**Exercise description:** From the entries that follow, list every line in which the string "Lebuhraya" appears.

**Material shown:**
┄┄┄┄┄┄┄┄┄┄
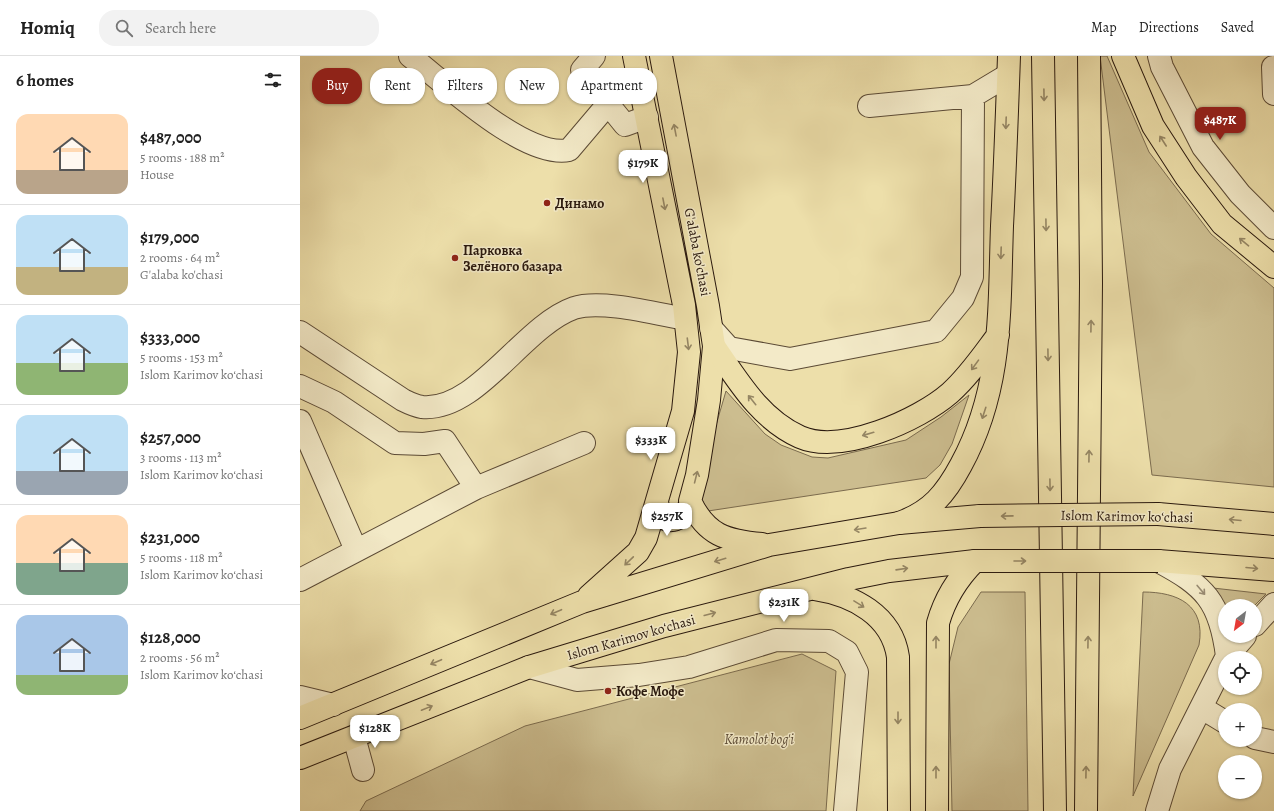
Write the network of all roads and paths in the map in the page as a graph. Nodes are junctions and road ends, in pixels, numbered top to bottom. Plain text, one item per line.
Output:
1 (410, 56) edge
2 (594, 56) edge
3 (634, 56) edge
4 (661, 56) edge
5 (1043, 56) edge
6 (1089, 56) edge
7 (1123, 56) edge
8 (1159, 56) edge
9 (1269, 64) edge
10 (1008, 65) edge
11 (584, 68) edge
12 (1274, 94) edge
13 (973, 96) junction
14 (608, 104) joint
15 (869, 106) dead end
16 (647, 117) junction
17 (1274, 228) edge
18 (1274, 267) edge
19 (684, 312) junction
20 (300, 332) edge
21 (998, 334) junction
22 (713, 337) junction
23 (300, 386) edge
24 (300, 421) edge
25 (584, 443) dead end
26 (476, 488) junction
27 (657, 501) junction
28 (691, 505) junction
29 (899, 523) junction
30 (1274, 524) edge
31 (769, 545) junction
32 (356, 550) junction
33 (978, 561) junction
34 (1158, 561) junction
35 (1274, 570) edge
36 (300, 580) edge
37 (809, 588) junction
38 (582, 602) junction
39 (1274, 604) edge
40 (1262, 617) edge
41 (1239, 643) edge
42 (1225, 651) edge
43 (1232, 651) edge
44 (529, 667) junction
45 (1218, 675) edge
46 (300, 697) edge
47 (333, 706) junction
48 (1202, 708) junction
49 (300, 718) edge
50 (1218, 718) edge
51 (354, 737) junction
52 (1262, 739) edge
53 (1274, 742) edge
54 (300, 758) edge
55 (363, 770) dead end
56 (845, 811) edge
57 (899, 811) edge
58 (936, 811) edge
59 (1055, 811) edge
60 (1086, 811) edge
61 (1157, 811) edge

1 - 14 street
2 - 11 street
3 - 16 main road, G'alaba ko'chasi
22 -> 4 main road, G'alaba ko'chasi
5 -> 59 main road
60 -> 6 main road
18 -> 7 main road
8 - 17 street
9 - 12 street
10 - 13 street
10 -> 21 main road
13 - 15 street
13 - 22 street
14 - 16 street
16 -> 19 main road, G'alaba ko'chasi
19 - 20 street
19 -> 27 main road, G'alaba ko'chasi
21 -> 22 main road
21 -> 29 main road
28 -> 22 main road
23 - 26 street
24 - 32 street
25 - 26 street
26 - 32 street
27 - 28 main road
27 -> 38 main road, G'alaba ko'chasi
28 - 31 main road
30 -> 29 main road, Islom Karimov koʻchasi, bridge
29 -> 31 main road
31 -> 38 main road
32 - 36 street
33 -> 34 main road, Islom Karimov koʻchasi, bridge
37 -> 33 main road, Islom Karimov koʻchasi
58 -> 33 main road
34 -> 35 main road, Islom Karimov koʻchasi
34 -> 42 street
44 -> 37 main road, Islom Karimov koʻchasi
37 -> 57 main road
38 -> 47 main road
39 - 40 street
41 - 43 street
51 -> 44 main road, Islom Karimov koʻchasi
44 - 56 street
45 - 48 street
46 - 47 street
47 - 49 main road
48 - 50 street
48 - 61 street
51 - 54 main road, Islom Karimov koʻchasi
51 - 55 street
52 - 53 street

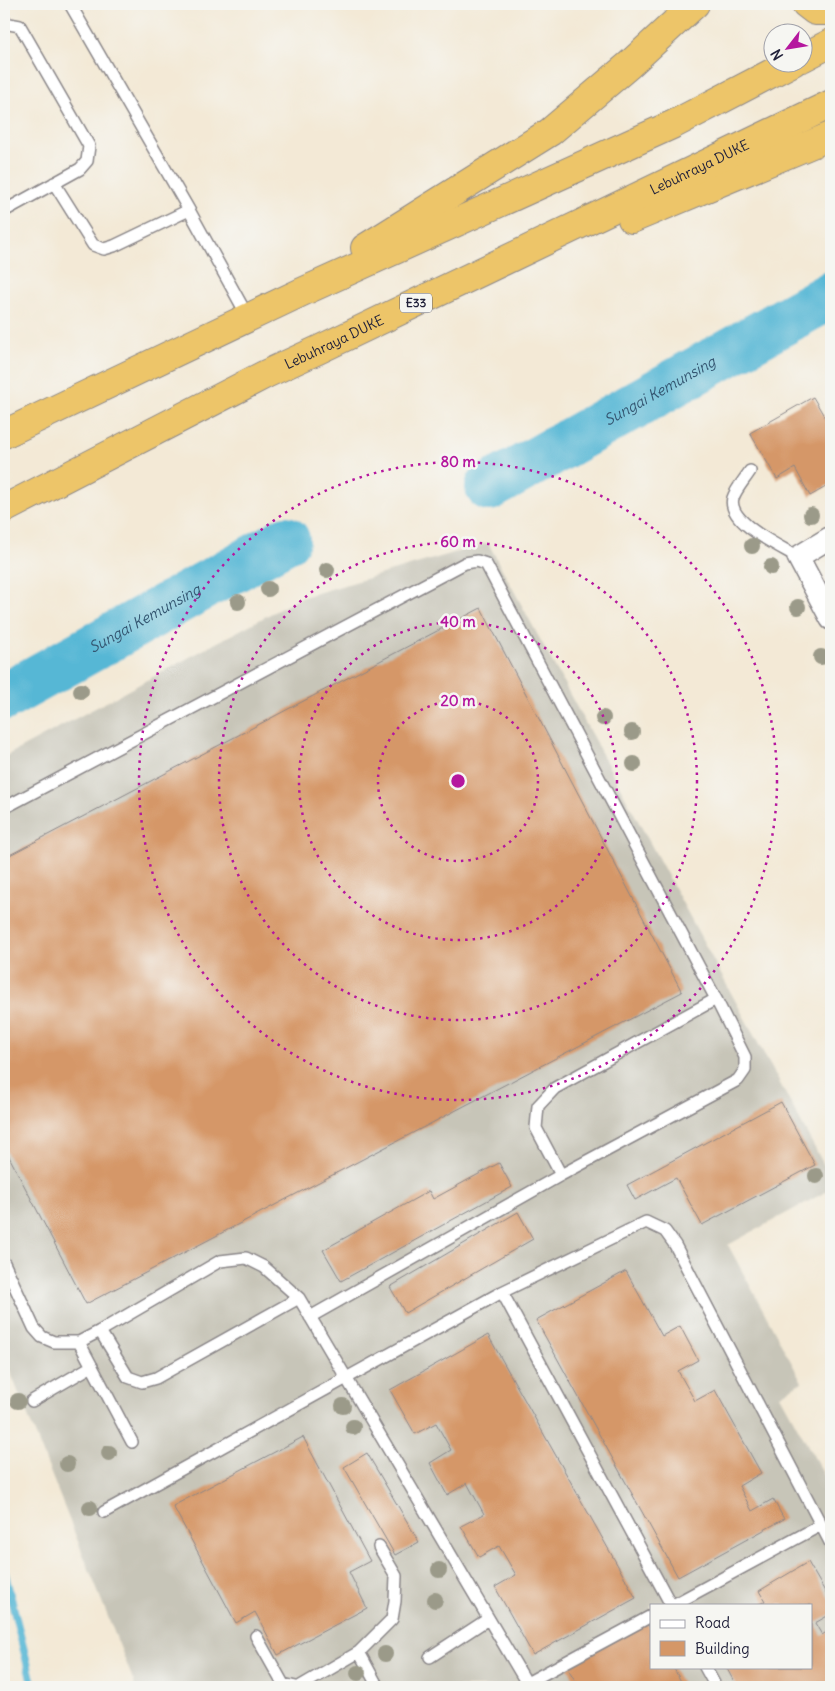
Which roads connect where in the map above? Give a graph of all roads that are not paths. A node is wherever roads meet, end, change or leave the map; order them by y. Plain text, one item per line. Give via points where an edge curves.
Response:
1 (70, 4) edge
2 (696, 4) edge
3 (806, 4) edge
4 (831, 11) edge
5 (4, 23) edge
6 (831, 43) edge
7 (812, 53) edge
8 (774, 72) edge
9 (831, 104) edge
10 (831, 136) edge
11 (54, 182) junction
12 (189, 210) junction
13 (4, 211) edge
14 (302, 292) junction
15 (248, 317) junction
16 (318, 350) junction
17 (4, 434) edge
18 (750, 471) dead end
19 (4, 509) edge
20 (831, 537) edge
21 (798, 557) junction
22 (831, 619) edge
23 (4, 808) edge
24 (716, 999) junction
25 (561, 1175) junction
26 (4, 1263) edge
27 (502, 1292) junction
28 (299, 1298) junction
29 (310, 1317) junction
30 (100, 1331) junction
31 (79, 1342) junction
32 (92, 1366) junction
33 (346, 1378) junction
34 (32, 1401) dead end
35 (132, 1442) dead end
36 (104, 1512) dead end
37 (821, 1525) junction
38 (831, 1544) edge
39 (379, 1547) dead end
40 (671, 1604) edge
41 (674, 1604) edge
42 (650, 1617) edge
43 (488, 1619) junction
44 (256, 1636) dead end
45 (359, 1652) junction
46 (430, 1657) dead end
47 (706, 1668) edge
48 (528, 1685) edge
49 (298, 1687) edge
50 (378, 1687) edge
51 (716, 1687) edge

1 - 12 lane
2 - 14 highway via 550,132
3 - 4 highway via 815,11
5 - 11 lane via 20,26 89,146 87,161 80,169
6 - 7 highway
8 - 14 highway via 674,124
9 - 16 highway, Lebuhraya DUKE / E33
10 - 16 highway
11 - 12 lane via 94,245 104,249
11 - 13 lane
12 - 15 lane
14 - 15 highway
15 - 17 highway
16 - 19 highway, Lebuhraya DUKE / E33
18 - 21 lane via 733,498 734,512 752,530
20 - 21 street
21 - 22 street
23 - 24 lane via 465,563 477,561 486,564
24 - 25 lane via 555,1088 538,1106 536,1128
24 - 25 lane via 745,1057 745,1070 738,1080
25 - 29 lane
26 - 31 lane via 34,1328 42,1337 54,1342
27 - 33 lane
27 - 37 lane via 646,1222 665,1231
27 - 40 lane
28 - 29 lane
28 - 30 lane via 264,1267 246,1258 220,1260
28 - 30 lane via 156,1378 142,1382 128,1377
29 - 33 lane
30 - 31 lane
31 - 32 lane
32 - 34 lane
32 - 35 lane
33 - 36 lane
33 - 43 lane
37 - 38 lane
37 - 41 lane
39 - 45 lane via 396,1576 392,1619
42 - 48 lane
43 - 46 lane
43 - 48 lane
44 - 49 lane via 283,1684
45 - 49 lane
45 - 50 lane
47 - 51 lane

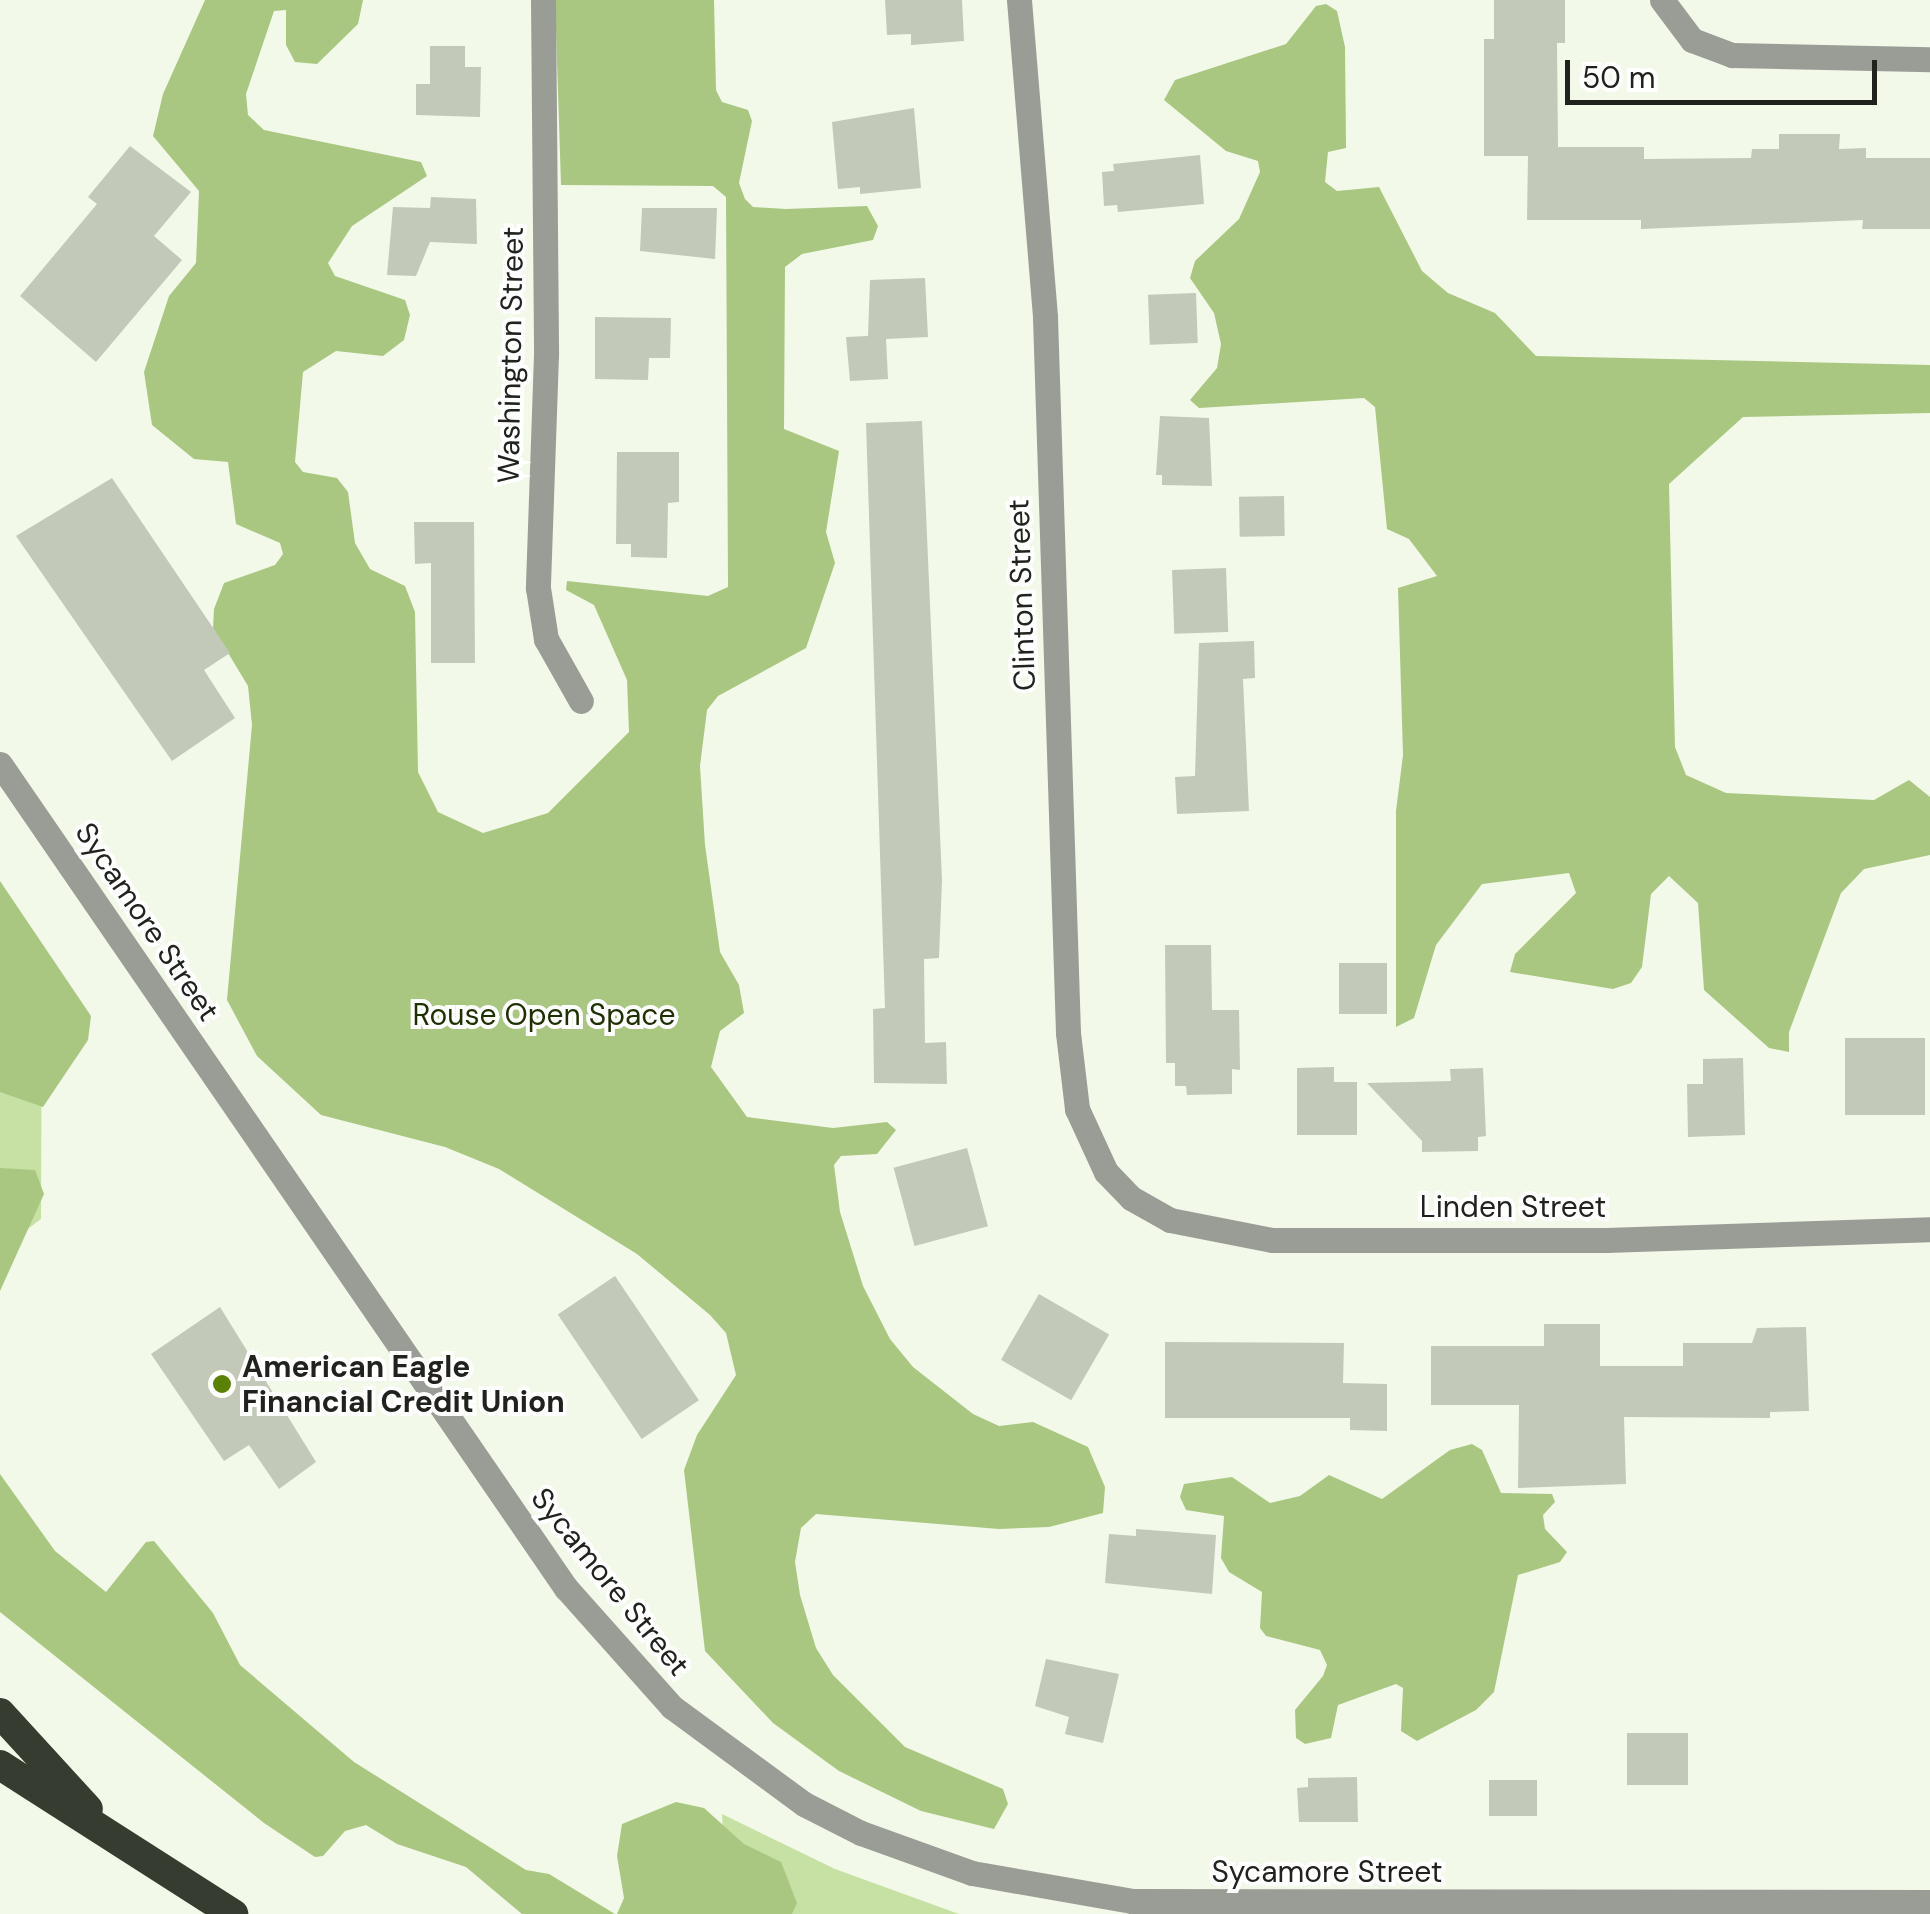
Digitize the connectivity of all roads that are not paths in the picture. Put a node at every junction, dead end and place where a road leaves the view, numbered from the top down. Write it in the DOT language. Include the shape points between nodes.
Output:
graph roads {
  1 [pos="543,0"];
  2 [pos="1020,0"];
  3 [pos="1662,0"];
  4 [pos="1930,59"];
  5 [pos="581,701"];
  6 [pos="0,764"];
  7 [pos="1111,1180"];
  8 [pos="1930,1229"];
  9 [pos="0,1713"];
  10 [pos="0,1764"];
  11 [pos="114,1838"];
  12 [pos="1930,1902"];
  13 [pos="234,1914"];
  1 -- 5 [label="street, Washington Street" via="546,355 538,588 546,639"];
  2 -- 7 [label="street, Clinton Street" via="1046,317 1068,1034 1081,1122"];
  3 -- 4 [label="street" via="1692,40 1732,55"];
  6 -- 12 [label="street, Sycamore Street" via="566,1588 655,1692 790,1796 847,1827 951,1866 1046,1890 1132,1901"];
  7 -- 8 [label="street, Linden Street" via="1149,1210 1181,1224 1272,1240 1606,1240"];
  9 -- 11 [label="highway"];
  10 -- 11 [label="highway"];
  11 -- 13 [label="highway"];
}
┄┄┄┄┄┄┄┄┄┄
**Answer section:**
9 - 16 highway, Lebuhraya DUKE / E33
16 - 19 highway, Lebuhraya DUKE / E33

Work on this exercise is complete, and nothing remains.